Shell signs up for Libra pre-salt auction, but Exxon Mobil, BP and BG keep away
BY JEFF FICK
RIO DE JANEIRO -- National Petroleum Agency, or ANP, said that 11 oil companies had registered to participate in the sale of one of the world' s largest offshore oil discoveries, although some of the biggest firms backed out of the auction.
The oil regulator said that a list of the companies that had paid a $886,014 fee and submitted documents by the deadline was not yet available. Royal Dutch Shell, however, confirmed that it was among the 11 companies.

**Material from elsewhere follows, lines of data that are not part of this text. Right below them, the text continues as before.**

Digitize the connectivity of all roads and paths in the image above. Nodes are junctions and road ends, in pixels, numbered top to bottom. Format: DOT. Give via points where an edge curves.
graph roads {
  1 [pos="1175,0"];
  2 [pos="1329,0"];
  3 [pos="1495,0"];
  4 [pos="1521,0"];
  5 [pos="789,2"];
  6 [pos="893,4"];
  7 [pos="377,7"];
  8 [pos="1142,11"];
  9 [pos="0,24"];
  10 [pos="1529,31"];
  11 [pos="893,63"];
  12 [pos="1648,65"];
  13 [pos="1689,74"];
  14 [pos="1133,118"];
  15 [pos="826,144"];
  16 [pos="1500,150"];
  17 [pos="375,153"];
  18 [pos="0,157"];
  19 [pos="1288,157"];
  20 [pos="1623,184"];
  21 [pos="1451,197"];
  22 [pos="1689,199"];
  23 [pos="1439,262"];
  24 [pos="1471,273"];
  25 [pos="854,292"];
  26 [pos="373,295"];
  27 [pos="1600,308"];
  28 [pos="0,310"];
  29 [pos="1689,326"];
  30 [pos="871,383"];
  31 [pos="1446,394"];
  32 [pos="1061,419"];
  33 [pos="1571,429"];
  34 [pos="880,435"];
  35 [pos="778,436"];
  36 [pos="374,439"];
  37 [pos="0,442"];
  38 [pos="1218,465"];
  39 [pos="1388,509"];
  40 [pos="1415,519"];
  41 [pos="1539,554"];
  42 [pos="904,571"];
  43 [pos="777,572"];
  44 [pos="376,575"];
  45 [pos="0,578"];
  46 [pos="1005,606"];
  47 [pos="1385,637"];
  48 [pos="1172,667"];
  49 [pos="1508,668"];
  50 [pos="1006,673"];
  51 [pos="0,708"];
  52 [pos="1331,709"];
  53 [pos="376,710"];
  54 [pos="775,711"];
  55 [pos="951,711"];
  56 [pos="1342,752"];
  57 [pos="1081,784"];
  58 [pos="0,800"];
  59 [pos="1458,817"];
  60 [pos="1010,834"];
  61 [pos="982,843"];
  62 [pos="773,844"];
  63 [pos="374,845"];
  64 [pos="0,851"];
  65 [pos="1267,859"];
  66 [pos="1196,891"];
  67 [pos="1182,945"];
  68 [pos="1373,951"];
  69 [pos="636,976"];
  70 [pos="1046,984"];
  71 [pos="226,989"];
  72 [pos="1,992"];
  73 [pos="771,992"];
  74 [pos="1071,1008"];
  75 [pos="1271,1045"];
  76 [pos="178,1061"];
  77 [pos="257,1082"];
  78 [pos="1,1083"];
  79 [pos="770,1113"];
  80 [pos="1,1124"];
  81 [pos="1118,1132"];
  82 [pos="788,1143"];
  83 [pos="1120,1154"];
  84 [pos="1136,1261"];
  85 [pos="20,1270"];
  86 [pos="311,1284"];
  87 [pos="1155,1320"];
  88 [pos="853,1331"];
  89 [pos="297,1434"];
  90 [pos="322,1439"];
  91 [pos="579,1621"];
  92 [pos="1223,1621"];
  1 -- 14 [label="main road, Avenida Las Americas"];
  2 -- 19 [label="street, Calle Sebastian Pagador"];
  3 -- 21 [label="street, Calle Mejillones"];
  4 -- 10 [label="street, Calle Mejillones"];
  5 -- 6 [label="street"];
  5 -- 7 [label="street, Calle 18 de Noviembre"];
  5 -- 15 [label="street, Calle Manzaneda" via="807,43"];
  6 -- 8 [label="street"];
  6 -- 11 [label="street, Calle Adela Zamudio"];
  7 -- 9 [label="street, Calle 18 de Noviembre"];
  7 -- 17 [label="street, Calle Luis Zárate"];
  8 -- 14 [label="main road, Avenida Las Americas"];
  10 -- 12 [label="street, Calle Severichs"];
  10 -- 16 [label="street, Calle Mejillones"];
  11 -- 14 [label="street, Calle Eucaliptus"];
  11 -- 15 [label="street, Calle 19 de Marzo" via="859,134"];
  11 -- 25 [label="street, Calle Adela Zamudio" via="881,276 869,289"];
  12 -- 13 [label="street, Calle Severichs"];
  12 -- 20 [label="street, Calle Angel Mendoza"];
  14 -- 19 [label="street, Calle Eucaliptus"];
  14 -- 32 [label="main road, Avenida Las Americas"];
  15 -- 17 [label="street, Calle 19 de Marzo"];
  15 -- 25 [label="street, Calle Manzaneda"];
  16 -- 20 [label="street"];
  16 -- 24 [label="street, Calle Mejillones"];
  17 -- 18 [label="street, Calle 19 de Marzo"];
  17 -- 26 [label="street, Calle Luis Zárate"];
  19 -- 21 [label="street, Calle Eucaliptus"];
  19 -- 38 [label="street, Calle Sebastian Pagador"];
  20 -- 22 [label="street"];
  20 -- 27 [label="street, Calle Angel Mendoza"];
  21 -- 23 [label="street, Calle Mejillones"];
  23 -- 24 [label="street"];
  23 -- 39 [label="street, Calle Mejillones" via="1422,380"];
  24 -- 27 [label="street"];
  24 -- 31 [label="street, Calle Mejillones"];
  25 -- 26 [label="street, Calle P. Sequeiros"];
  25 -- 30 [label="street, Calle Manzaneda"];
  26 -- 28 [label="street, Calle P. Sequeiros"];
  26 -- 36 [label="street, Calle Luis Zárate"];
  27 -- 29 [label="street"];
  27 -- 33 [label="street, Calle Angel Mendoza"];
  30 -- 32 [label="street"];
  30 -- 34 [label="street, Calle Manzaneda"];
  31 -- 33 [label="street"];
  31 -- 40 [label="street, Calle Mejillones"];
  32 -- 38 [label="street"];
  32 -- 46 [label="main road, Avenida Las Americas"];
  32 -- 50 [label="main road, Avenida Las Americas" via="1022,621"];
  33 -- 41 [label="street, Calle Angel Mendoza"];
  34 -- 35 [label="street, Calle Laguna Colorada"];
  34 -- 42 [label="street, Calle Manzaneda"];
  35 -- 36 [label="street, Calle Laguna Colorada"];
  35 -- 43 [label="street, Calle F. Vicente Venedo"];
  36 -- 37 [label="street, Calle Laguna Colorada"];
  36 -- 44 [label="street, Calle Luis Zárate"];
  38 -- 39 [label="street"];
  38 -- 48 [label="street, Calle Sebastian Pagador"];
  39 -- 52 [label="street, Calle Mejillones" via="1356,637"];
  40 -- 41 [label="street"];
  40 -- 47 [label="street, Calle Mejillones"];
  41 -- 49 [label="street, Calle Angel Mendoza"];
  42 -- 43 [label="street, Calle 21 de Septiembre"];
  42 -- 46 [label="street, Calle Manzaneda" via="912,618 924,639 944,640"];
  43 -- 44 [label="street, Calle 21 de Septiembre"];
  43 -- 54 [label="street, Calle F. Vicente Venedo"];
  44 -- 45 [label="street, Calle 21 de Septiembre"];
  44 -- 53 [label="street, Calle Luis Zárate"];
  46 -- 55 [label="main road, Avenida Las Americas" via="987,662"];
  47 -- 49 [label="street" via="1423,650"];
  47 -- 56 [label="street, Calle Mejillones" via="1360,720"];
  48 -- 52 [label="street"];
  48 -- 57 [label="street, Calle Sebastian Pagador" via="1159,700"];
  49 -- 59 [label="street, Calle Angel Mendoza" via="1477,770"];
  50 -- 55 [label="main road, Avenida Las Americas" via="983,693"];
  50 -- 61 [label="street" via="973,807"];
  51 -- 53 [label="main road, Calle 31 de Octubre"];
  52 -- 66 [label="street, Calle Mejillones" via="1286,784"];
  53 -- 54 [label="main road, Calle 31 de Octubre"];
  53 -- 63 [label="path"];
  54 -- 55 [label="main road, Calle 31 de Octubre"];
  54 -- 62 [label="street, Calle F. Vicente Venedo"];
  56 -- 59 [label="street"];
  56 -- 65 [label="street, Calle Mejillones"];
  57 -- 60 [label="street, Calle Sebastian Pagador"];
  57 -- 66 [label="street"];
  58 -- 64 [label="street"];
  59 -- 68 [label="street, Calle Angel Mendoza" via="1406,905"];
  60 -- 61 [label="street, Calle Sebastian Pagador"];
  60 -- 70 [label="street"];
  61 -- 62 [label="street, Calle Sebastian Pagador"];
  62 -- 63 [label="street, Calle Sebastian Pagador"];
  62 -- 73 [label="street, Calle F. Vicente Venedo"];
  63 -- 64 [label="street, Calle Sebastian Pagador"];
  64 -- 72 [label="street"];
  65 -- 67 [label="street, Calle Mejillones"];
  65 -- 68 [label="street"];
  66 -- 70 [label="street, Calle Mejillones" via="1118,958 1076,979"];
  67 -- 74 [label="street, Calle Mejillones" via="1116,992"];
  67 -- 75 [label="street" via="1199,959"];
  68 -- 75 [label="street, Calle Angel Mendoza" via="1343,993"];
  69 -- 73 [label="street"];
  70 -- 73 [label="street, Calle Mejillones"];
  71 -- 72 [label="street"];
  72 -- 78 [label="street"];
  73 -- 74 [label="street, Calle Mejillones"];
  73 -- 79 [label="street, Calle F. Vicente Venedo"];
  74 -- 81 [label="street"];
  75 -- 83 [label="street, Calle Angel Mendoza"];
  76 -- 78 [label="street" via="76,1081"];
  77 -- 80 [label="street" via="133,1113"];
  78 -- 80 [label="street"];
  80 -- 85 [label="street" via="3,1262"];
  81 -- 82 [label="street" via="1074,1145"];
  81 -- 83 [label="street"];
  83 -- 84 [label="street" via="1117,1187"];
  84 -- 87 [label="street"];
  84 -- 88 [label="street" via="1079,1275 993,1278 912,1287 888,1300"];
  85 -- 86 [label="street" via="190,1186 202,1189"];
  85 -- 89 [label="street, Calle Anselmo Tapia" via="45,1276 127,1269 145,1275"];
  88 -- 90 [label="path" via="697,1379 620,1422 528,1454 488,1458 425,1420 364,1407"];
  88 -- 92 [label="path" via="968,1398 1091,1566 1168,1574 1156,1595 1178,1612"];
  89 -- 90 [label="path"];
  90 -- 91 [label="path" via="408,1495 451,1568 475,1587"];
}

"We have submitted our qualification information and participation fee to ANP, which ensures that Shell is approved to participate in the bid round should we choose to do so," the company said in a statement. Shell said that it was still evaluating the upcoming auction.
The sale of the offshore field, called Libra, is scheduled for October 21 and is expected to draw interest from the world' s biggest oil players, including oil majors and national oil companies from countries such as China. But key players Exxon Mobil, BP and BG Group informed ANP Director Magda Chambriard that they would not participate, an indication that the oil industry could be concerned about high costs and potential losses at Libra despite the size of the discovery.
Libra is estimated to hold between 8 and 12 Bbbl of recoverable crude. The prospect is one of the so called pre-salt oil fields, where billions of barrels of crude were discovered in water 2,000 m deep off Brazil' s southeast coast. The oil deposits, which could make Brazil one of the world' s top 10 oil producers, were found buried more than 5,000 m below the seabed under sand, rocks and a thick layer of salt hence "pre-salt."
The ANP has estimated that it could take as much as $181 billion to develop Libra over the 35 year life of the concession contract. Libra will be the first prospect sold under new rules draw up by the Brazilian government that place development and profits under greater state control. Winning bids will be determined by the amount of profit oil, or oil produced after development costs, that companies agree to give the Brazilian government. The winners will have to pay a signing bonus of $6 billion and partner with Petrobras, which will have a 30% stake in the field and be the field' s operator.
The field of potential bidders could be reduced should some of the companies not have documents approved by the ANP, a spokesman for the regulator said.